Commercial projects are long, complicated, and have a lot of parts and participants. It might be hard to learn from experience on real-world projects since:

  1. It usually takes a significant time for the code to get from a developer to exercising in production of all the functionality including the edge cases One may even not work on this project anymore.

  2. Mistakes are costly.

    Therefore projects have a lot of redundancy and fail-safety mechanisms that mask some problems in the software.

    It is very beneficial for real-world software to have mechanisms such as retries, self-healing, and periodic reboots. But for education, the software should fail loudly and explicitly – so we can learn not to make the same mistakes again.

    In programming competitions, such solutions simply won't be accepted.

  3. It is hard to attribute the success or failure of a project to specific parts of the software or to the work of specific individuals or teams.

Strict solutions checking with tight time and memory constraints

The test suites for problems have very good coverage and it is almost unbelievable how well they can find bugs and flaws in solutions.

It is virtually impossible to have a buggy or inefficient solution accepted since the grading system checks correctness and efficiency.

Hiding of failed tests, penalties for failing submissions

Since a participant does not see the failing test case, the attempts to brute-force the solution are infeasible.

Penalties for faulty submissions encourage participants to not rely on any provided tests.

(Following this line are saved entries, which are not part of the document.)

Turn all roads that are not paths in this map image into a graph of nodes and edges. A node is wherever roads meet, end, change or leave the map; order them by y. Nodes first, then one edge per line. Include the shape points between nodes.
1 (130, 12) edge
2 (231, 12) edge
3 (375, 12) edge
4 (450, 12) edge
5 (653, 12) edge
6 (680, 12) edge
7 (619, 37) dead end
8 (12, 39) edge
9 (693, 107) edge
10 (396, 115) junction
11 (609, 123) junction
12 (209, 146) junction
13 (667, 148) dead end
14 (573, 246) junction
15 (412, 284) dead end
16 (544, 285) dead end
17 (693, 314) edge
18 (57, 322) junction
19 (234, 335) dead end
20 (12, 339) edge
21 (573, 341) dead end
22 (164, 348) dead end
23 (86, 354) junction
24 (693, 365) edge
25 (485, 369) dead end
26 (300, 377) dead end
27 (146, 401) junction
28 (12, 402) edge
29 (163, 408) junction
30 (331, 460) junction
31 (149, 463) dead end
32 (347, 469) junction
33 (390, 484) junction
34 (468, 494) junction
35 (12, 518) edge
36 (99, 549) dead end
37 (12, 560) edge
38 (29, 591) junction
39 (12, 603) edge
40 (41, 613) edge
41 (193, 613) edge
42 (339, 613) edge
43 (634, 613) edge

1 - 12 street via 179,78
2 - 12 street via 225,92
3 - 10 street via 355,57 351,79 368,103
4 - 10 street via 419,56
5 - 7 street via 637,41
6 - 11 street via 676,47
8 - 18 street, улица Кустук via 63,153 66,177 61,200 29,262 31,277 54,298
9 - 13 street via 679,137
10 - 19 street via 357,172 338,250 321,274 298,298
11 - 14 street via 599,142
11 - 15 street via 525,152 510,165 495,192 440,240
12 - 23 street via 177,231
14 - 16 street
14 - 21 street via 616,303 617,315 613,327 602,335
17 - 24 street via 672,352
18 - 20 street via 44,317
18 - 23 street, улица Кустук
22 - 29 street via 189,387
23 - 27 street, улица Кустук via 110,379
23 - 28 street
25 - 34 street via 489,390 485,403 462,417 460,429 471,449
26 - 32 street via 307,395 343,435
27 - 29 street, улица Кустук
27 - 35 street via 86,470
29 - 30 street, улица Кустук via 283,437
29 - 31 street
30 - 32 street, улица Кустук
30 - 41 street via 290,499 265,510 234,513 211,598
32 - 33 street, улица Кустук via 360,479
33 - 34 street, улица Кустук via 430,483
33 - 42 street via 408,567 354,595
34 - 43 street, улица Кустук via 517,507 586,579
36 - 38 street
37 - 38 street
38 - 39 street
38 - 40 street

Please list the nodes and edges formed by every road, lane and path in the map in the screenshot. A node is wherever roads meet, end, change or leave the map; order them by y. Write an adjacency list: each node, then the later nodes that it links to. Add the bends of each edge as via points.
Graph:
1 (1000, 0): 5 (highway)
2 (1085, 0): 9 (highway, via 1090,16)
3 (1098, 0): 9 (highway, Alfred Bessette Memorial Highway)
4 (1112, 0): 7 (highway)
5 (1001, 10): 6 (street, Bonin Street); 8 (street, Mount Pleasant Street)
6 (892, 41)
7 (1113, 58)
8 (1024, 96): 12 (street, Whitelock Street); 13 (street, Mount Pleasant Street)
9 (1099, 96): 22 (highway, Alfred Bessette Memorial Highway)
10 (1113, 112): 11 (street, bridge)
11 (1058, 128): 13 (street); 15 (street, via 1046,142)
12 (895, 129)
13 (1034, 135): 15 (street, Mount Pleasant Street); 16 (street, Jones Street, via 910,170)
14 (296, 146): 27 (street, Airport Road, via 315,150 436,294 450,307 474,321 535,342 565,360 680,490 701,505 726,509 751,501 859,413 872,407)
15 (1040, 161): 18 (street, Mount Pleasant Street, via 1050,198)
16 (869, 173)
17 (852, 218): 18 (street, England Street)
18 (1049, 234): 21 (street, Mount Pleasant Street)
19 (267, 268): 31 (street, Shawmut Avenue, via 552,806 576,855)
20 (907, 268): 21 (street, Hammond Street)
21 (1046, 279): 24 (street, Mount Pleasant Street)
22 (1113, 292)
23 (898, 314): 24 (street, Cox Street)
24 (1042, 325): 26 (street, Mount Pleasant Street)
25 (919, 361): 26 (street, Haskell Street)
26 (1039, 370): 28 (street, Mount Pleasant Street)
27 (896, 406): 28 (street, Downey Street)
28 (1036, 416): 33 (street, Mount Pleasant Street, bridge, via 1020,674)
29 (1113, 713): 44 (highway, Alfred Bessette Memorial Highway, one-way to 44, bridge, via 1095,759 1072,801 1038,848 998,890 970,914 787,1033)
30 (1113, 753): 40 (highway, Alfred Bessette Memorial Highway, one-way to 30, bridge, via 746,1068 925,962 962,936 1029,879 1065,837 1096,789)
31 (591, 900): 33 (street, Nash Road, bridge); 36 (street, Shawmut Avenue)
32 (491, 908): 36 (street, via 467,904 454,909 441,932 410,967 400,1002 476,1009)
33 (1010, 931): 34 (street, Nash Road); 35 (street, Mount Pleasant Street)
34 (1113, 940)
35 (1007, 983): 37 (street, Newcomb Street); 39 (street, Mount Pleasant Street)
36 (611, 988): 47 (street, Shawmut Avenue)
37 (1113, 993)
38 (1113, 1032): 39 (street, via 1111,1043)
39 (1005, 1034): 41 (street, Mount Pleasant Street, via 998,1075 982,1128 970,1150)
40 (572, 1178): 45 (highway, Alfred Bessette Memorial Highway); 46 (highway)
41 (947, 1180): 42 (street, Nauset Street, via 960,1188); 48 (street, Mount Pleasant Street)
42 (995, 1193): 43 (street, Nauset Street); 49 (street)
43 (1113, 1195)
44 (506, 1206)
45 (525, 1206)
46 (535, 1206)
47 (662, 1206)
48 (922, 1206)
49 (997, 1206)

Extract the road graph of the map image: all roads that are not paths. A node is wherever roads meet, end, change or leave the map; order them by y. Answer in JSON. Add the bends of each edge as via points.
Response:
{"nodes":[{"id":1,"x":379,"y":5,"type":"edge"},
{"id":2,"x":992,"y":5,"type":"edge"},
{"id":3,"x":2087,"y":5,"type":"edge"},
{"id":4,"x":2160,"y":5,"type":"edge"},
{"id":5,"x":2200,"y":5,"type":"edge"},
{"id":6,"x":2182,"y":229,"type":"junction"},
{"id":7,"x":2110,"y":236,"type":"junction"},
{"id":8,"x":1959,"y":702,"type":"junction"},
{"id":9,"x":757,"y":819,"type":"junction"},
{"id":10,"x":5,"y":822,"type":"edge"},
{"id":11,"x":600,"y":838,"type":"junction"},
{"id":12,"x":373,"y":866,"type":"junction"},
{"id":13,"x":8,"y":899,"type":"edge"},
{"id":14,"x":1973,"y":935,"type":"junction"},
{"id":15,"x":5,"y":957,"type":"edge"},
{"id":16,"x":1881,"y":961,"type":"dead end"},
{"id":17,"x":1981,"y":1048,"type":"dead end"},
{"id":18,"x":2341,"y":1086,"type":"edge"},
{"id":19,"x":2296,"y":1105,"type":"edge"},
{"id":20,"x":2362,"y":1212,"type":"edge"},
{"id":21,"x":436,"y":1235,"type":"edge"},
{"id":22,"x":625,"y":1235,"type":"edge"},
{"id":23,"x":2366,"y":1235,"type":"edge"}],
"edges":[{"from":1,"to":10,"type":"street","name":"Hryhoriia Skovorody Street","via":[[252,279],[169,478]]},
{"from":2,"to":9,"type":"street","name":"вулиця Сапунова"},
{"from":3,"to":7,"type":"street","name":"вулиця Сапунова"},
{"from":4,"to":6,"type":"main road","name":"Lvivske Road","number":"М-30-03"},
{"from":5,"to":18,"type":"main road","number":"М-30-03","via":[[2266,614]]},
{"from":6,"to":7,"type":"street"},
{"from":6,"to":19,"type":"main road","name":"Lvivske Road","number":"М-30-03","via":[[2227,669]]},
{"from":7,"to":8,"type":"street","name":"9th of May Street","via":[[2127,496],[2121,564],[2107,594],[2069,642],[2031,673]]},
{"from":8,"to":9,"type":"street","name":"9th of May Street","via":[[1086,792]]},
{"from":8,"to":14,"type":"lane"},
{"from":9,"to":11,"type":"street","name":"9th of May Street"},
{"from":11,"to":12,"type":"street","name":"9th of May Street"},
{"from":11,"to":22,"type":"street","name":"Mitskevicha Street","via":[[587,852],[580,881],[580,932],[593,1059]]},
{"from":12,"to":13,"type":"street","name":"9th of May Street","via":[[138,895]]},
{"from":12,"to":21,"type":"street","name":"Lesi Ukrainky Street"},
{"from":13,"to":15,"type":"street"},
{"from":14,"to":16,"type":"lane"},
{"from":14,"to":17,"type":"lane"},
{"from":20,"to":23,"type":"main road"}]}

Instead, participants must implement their own testing. Since the contest time is limited, this testing must also be effective and must not take too much time.

Conclusion

Based on all of the above,

  1. competitive programming is not the same as real-world software engineering;

  2. nonetheless, the training for programming competitions can immensely improve some of the software engineering skills;

  3. To learn efficiently, it is very useful to have good feedback loops.

    The faster and more accurate they are, the easier it is to learn. Contests offer good feedback loops for some of the kills, for some of which there are a few alternatives.